[SOURCE INFORMATION — start]

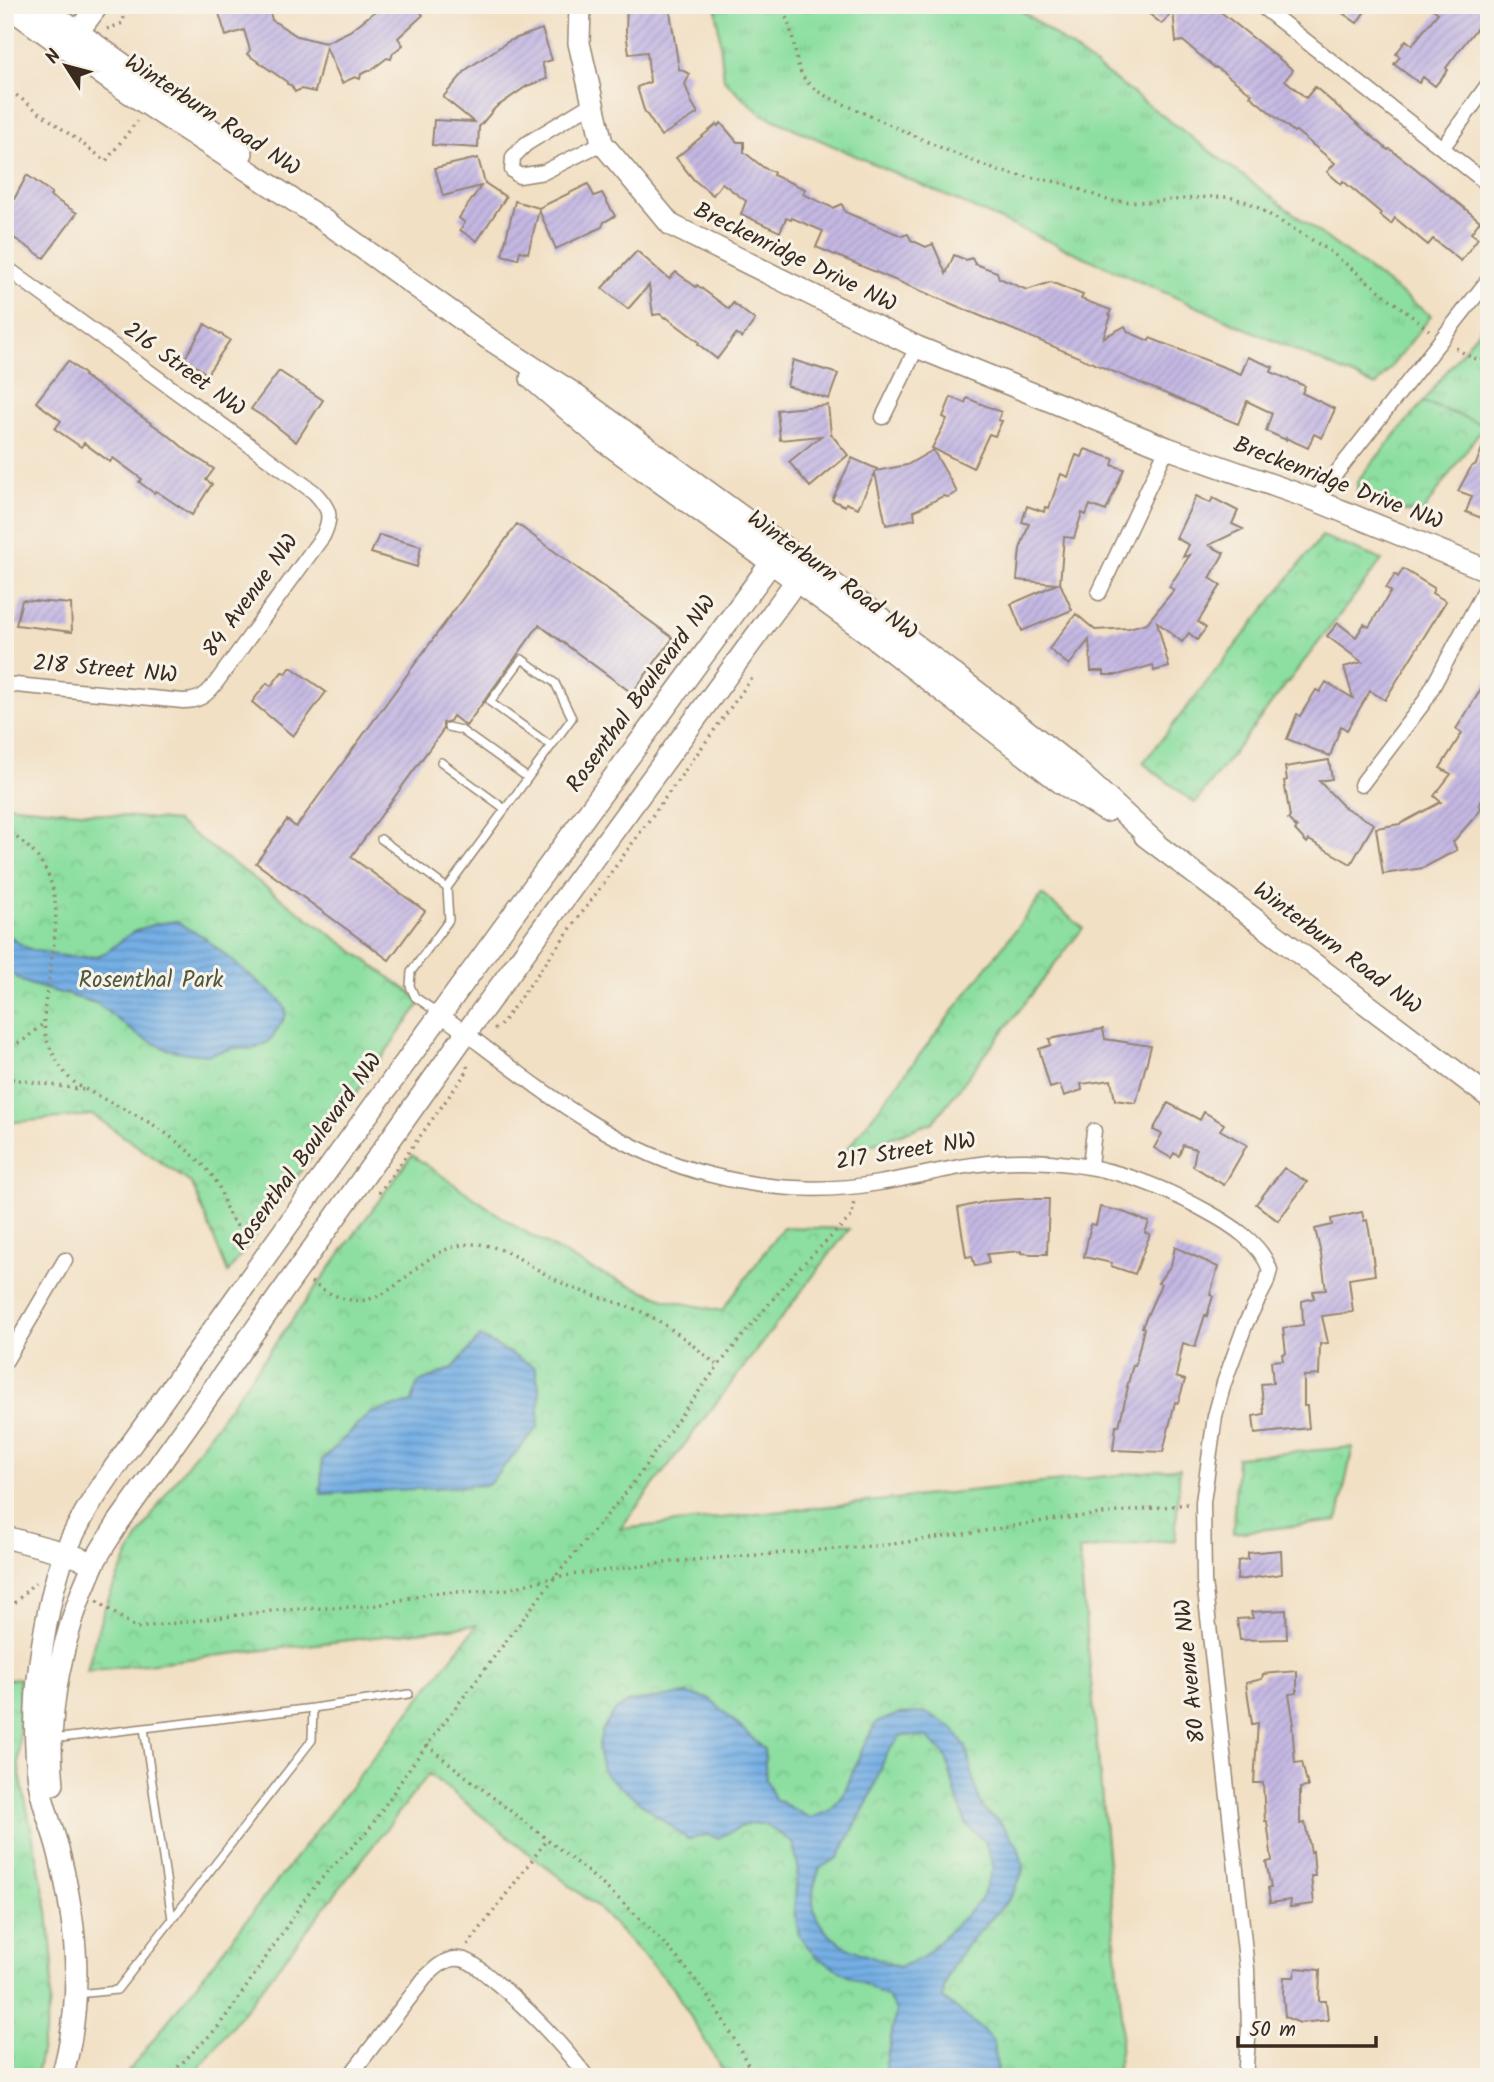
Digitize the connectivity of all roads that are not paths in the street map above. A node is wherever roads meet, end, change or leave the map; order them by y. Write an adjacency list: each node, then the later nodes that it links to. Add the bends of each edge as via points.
1 (6, 5): 6 (street, Winterburn Road NW)
2 (40, 5): 6 (street, Winterburn Road NW)
3 (98, 5): 6 (street)
4 (580, 5): 8 (street, Breckenridge Drive NW, via 579,43)
5 (1260, 5): 10 (street)
6 (86, 39): 19 (street, Winterburn Road NW, via 228,142 322,219 567,389)
7 (1489, 83): 10 (street)
8 (593, 103): 9 (street, Breckenridge Drive NW); 9 (street, via 526,144 513,156 512,170 519,176 544,172)
9 (602, 143): 14 (street, Breckenridge Drive NW, via 671,225)
10 (1443, 147): 11 (street)
11 (1489, 185)
12 (5, 267): 18 (street, 216 Street NW, via 314,492)
13 (1489, 279): 17 (street)
14 (917, 347): 15 (street); 16 (street, Breckenridge Drive NW)
15 (883, 418)
16 (1167, 448): 17 (street, Breckenridge Drive NW); 23 (street)
17 (1315, 500): 20 (street, Breckenridge Drive NW)
18 (330, 515): 25 (street, 84 Avenue NW, via 323,536 209,692)
19 (776, 555): 21 (street, Winterburn Road NW); 36 (street, Rosenthal Boulevard NW)
20 (1489, 571)
21 (802, 574): 37 (street, Rosenthal Boulevard NW); 38 (street, Winterburn Road NW, via 1060,782 1155,842)
22 (1489, 582): 32 (street, via 1424,701)
23 (1099, 593)
24 (5, 684): 25 (street, 218 Street NW, via 183,701)
25 (200, 698)
26 (454, 719): 28 (lane)
27 (448, 727): 28 (lane)
28 (461, 730): 31 (lane)
29 (551, 746): 29 (lane, via 572,718 555,683 522,659 490,702); 31 (lane)
30 (441, 762): 33 (lane)
31 (528, 778): 33 (lane)
32 (1361, 785)
33 (505, 809): 35 (lane)
34 (381, 839): 35 (lane)
35 (447, 888): 36 (lane, via 449,920 411,972 410,986 415,997)
36 (440, 1014): 37 (street, 217 Street NW); 45 (street, Rosenthal Boulevard NW, via 100,1488)
37 (466, 1033): 40 (street, 217 Street NW, via 620,1141 711,1175 784,1188 855,1186 996,1162); 46 (street, Rosenthal Boulevard NW)
38 (1489, 1097)
39 (1094, 1131): 40 (street)
40 (1090, 1165): 42 (street, 217 Street NW, via 1124,1173 1191,1202 1260,1250)
41 (65, 1260): 43 (street)
42 (1270, 1270): 57 (street, 80 Avenue NW, via 1224,1383 1203,1502 1204,1581 1247,1969)
43 (5, 1362)
44 (5, 1537): 45 (street)
45 (65, 1553): 46 (street); 51 (street, Rosenthal Boulevard NW, via 54,1585 35,1698 39,1782)
46 (94, 1563): 50 (street, Rosenthal Boulevard NW, via 67,1640)
47 (409, 1694): 48 (lane)
48 (313, 1708): 49 (lane); 52 (lane, via 312,1740)
49 (144, 1728): 50 (lane); 52 (lane)
50 (52, 1739): 51 (street, Rosenthal Boulevard NW)
51 (57, 1846): 53 (street, Rosenthal Boulevard NW, via 71,1911)
52 (172, 1919): 53 (lane, via 117,1990)
53 (76, 1994): 54 (street, Rosenthal Boulevard NW)
54 (62, 2077)
55 (349, 2077): 56 (street, via 436,1966 459,1958 528,2011)
56 (587, 2077)
57 (1245, 2077)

[SOURCE INFORMATION — finish]

## PROBLEM REQUIREMENTS
Output the data above exactly; pictures do not belong in the copy.

## SOLUTION FOR THIS PROBLEM
Digitize the connectivity of all roads that are not paths in the street map above. A node is wherever roads meet, end, change or leave the map; order them by y. Write an adjacency list: each node, then the later nodes that it links to. Add the bends of each edge as via points.
1 (6, 5): 6 (street, Winterburn Road NW)
2 (40, 5): 6 (street, Winterburn Road NW)
3 (98, 5): 6 (street)
4 (580, 5): 8 (street, Breckenridge Drive NW, via 579,43)
5 (1260, 5): 10 (street)
6 (86, 39): 19 (street, Winterburn Road NW, via 228,142 322,219 567,389)
7 (1489, 83): 10 (street)
8 (593, 103): 9 (street, Breckenridge Drive NW); 9 (street, via 526,144 513,156 512,170 519,176 544,172)
9 (602, 143): 14 (street, Breckenridge Drive NW, via 671,225)
10 (1443, 147): 11 (street)
11 (1489, 185)
12 (5, 267): 18 (street, 216 Street NW, via 314,492)
13 (1489, 279): 17 (street)
14 (917, 347): 15 (street); 16 (street, Breckenridge Drive NW)
15 (883, 418)
16 (1167, 448): 17 (street, Breckenridge Drive NW); 23 (street)
17 (1315, 500): 20 (street, Breckenridge Drive NW)
18 (330, 515): 25 (street, 84 Avenue NW, via 323,536 209,692)
19 (776, 555): 21 (street, Winterburn Road NW); 36 (street, Rosenthal Boulevard NW)
20 (1489, 571)
21 (802, 574): 37 (street, Rosenthal Boulevard NW); 38 (street, Winterburn Road NW, via 1060,782 1155,842)
22 (1489, 582): 32 (street, via 1424,701)
23 (1099, 593)
24 (5, 684): 25 (street, 218 Street NW, via 183,701)
25 (200, 698)
26 (454, 719): 28 (lane)
27 (448, 727): 28 (lane)
28 (461, 730): 31 (lane)
29 (551, 746): 29 (lane, via 572,718 555,683 522,659 490,702); 31 (lane)
30 (441, 762): 33 (lane)
31 (528, 778): 33 (lane)
32 (1361, 785)
33 (505, 809): 35 (lane)
34 (381, 839): 35 (lane)
35 (447, 888): 36 (lane, via 449,920 411,972 410,986 415,997)
36 (440, 1014): 37 (street, 217 Street NW); 45 (street, Rosenthal Boulevard NW, via 100,1488)
37 (466, 1033): 40 (street, 217 Street NW, via 620,1141 711,1175 784,1188 855,1186 996,1162); 46 (street, Rosenthal Boulevard NW)
38 (1489, 1097)
39 (1094, 1131): 40 (street)
40 (1090, 1165): 42 (street, 217 Street NW, via 1124,1173 1191,1202 1260,1250)
41 (65, 1260): 43 (street)
42 (1270, 1270): 57 (street, 80 Avenue NW, via 1224,1383 1203,1502 1204,1581 1247,1969)
43 (5, 1362)
44 (5, 1537): 45 (street)
45 (65, 1553): 46 (street); 51 (street, Rosenthal Boulevard NW, via 54,1585 35,1698 39,1782)
46 (94, 1563): 50 (street, Rosenthal Boulevard NW, via 67,1640)
47 (409, 1694): 48 (lane)
48 (313, 1708): 49 (lane); 52 (lane, via 312,1740)
49 (144, 1728): 50 (lane); 52 (lane)
50 (52, 1739): 51 (street, Rosenthal Boulevard NW)
51 (57, 1846): 53 (street, Rosenthal Boulevard NW, via 71,1911)
52 (172, 1919): 53 (lane, via 117,1990)
53 (76, 1994): 54 (street, Rosenthal Boulevard NW)
54 (62, 2077)
55 (349, 2077): 56 (street, via 436,1966 459,1958 528,2011)
56 (587, 2077)
57 (1245, 2077)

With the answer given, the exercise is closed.